## Task to carry out:
The answer must be every line of the data that holds the word "image".

## Provided records:
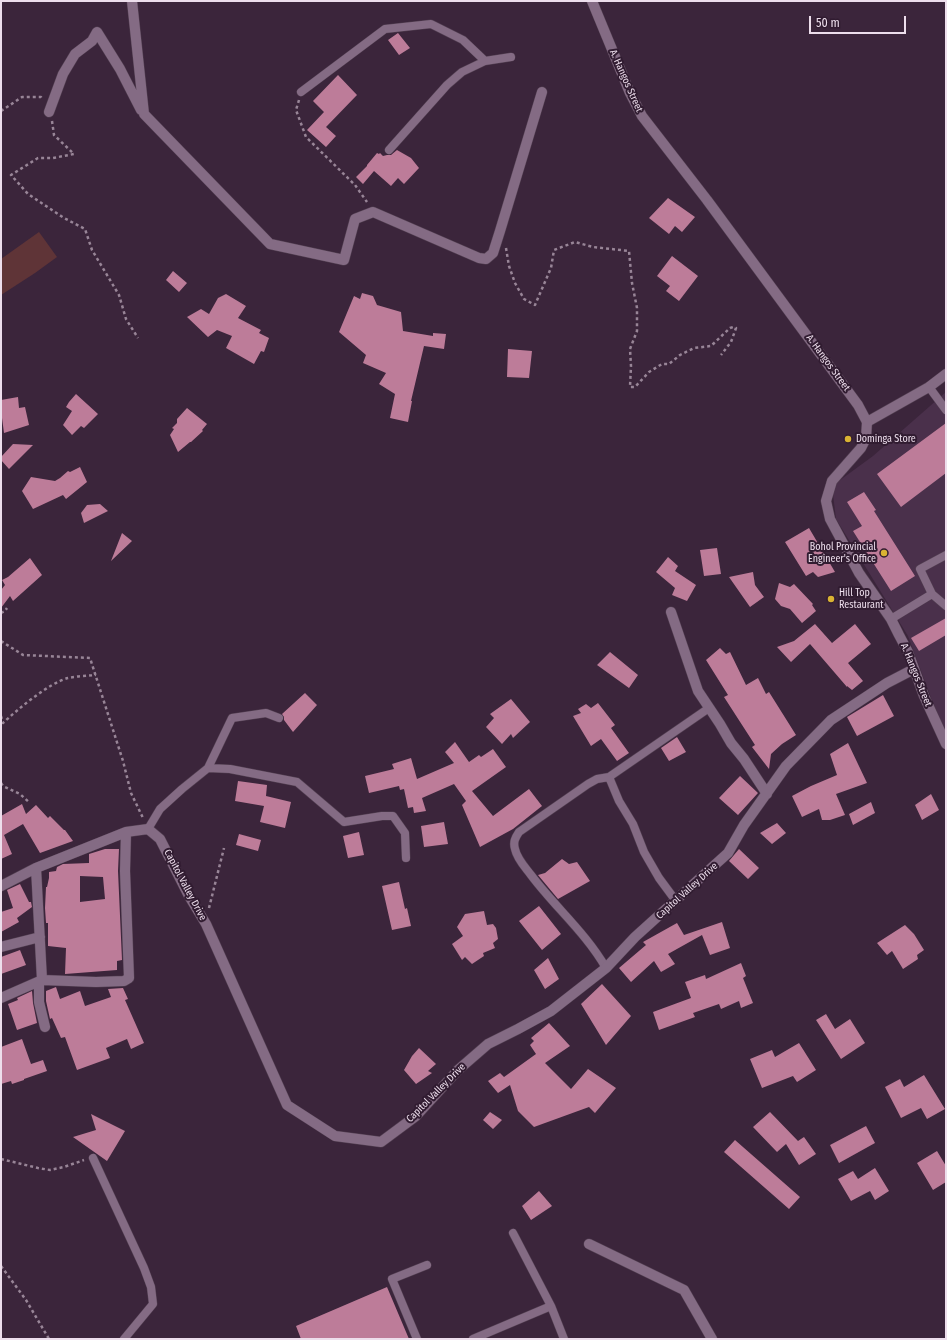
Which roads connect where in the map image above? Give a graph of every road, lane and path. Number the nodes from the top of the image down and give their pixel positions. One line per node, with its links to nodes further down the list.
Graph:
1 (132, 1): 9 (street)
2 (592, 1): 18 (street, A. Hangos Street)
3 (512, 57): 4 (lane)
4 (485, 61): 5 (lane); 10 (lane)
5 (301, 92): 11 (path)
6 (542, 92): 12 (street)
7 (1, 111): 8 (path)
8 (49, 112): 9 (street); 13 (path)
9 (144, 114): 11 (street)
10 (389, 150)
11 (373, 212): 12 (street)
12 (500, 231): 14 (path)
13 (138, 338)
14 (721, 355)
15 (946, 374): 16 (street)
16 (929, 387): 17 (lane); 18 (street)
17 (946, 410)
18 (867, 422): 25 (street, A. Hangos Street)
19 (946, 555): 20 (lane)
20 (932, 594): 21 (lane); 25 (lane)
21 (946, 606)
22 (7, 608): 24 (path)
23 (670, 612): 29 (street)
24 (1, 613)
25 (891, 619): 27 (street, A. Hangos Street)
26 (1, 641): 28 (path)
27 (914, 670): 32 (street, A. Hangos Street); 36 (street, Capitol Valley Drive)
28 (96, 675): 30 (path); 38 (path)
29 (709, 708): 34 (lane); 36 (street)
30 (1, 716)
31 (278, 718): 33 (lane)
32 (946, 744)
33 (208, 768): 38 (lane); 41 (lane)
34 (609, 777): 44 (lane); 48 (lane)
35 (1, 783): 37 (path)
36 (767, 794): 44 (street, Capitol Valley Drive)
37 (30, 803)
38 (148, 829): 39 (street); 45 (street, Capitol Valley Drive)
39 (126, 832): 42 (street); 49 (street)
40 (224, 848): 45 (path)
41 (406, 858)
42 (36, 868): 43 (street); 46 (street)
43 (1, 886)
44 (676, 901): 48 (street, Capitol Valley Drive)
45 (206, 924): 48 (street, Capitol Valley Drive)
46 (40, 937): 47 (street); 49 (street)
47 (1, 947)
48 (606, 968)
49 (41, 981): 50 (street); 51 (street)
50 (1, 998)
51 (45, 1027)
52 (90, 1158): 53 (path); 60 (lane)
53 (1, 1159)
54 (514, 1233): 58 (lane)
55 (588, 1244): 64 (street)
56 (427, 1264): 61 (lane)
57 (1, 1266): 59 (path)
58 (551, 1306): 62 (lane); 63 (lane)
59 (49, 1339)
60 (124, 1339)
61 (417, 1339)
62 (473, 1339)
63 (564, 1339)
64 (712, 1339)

* * *

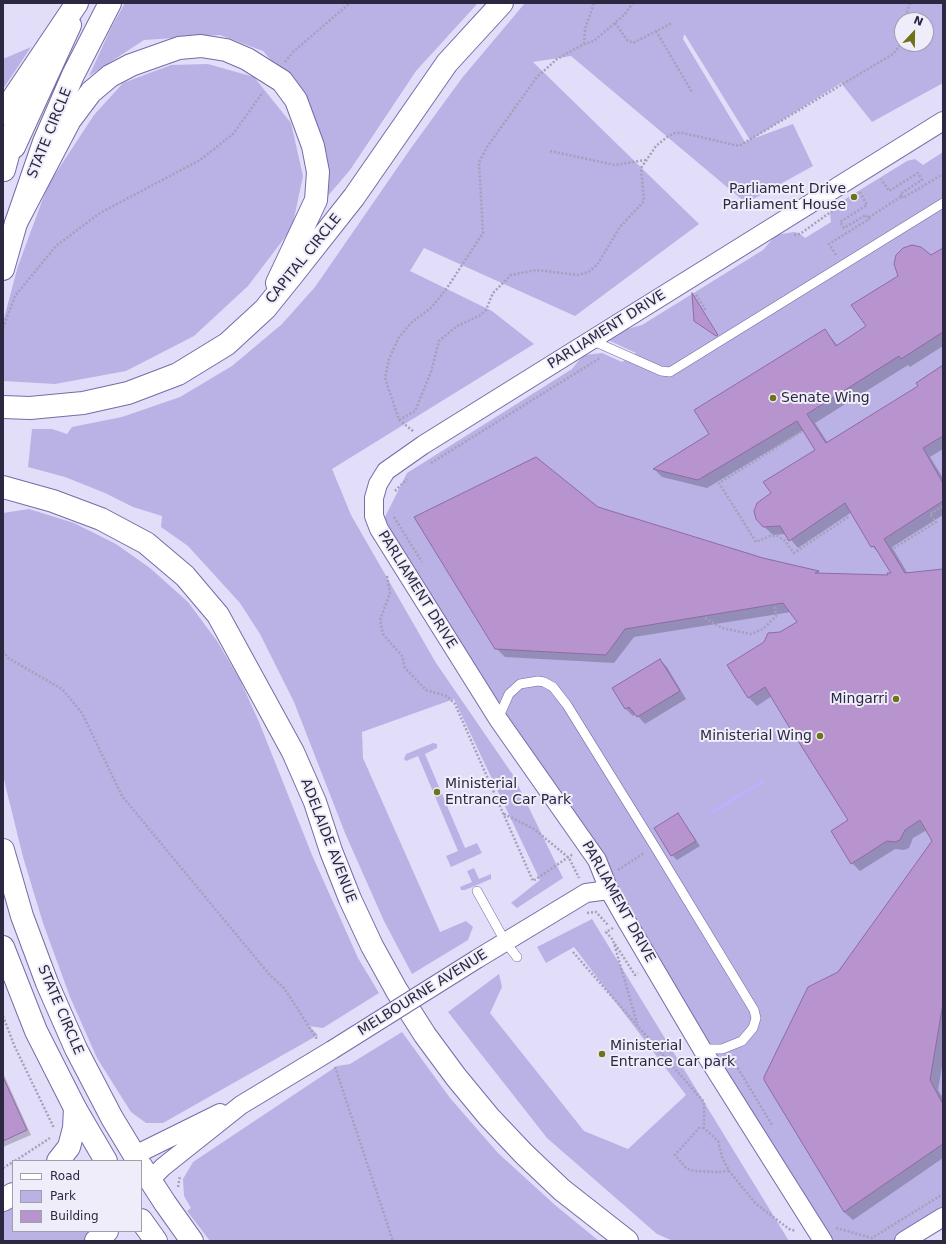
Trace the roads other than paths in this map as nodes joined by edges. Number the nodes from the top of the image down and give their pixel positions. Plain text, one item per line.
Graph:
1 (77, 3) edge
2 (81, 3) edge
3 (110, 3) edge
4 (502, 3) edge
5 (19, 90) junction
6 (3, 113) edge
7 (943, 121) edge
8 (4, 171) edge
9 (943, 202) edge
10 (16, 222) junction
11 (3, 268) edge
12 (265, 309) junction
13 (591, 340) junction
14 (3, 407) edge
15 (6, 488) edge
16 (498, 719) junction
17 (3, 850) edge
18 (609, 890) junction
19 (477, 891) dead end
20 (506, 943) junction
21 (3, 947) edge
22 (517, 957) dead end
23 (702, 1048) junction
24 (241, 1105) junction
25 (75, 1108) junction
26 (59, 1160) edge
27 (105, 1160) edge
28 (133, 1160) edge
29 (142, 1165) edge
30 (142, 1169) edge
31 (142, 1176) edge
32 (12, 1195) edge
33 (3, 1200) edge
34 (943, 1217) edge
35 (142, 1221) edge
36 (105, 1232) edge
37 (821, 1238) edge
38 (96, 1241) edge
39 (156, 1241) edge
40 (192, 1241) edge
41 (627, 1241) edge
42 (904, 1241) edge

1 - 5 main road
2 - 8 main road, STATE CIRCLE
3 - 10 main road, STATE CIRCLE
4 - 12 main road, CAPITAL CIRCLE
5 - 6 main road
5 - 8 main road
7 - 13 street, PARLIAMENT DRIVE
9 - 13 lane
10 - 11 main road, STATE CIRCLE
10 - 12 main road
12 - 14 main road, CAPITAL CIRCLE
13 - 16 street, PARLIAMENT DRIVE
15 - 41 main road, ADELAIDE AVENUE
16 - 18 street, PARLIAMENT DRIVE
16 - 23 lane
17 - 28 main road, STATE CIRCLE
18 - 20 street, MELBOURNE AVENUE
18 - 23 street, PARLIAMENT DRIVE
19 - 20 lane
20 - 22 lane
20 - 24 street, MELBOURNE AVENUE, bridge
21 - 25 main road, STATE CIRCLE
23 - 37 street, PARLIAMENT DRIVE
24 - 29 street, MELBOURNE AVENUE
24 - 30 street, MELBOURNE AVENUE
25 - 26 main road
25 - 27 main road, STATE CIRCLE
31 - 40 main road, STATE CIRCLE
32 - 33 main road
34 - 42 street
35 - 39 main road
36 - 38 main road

==

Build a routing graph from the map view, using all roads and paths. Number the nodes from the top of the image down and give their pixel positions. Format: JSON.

## Result below:
Which roads connect where in the map image above? Give a graph of every road, lane and path. Number the nodes from the top of the image down and give their pixel positions. One line per node, with its links to nodes further down the list.
Trace the roads other than paths in this map as nodes joined by edges. Number the nodes from the top of the image down and give their pixel positions. Plain text, one item per line.
Build a routing graph from the map view, using all roads and paths. Number the nodes from the top of the image down and give their pixel positions. Format: JSON.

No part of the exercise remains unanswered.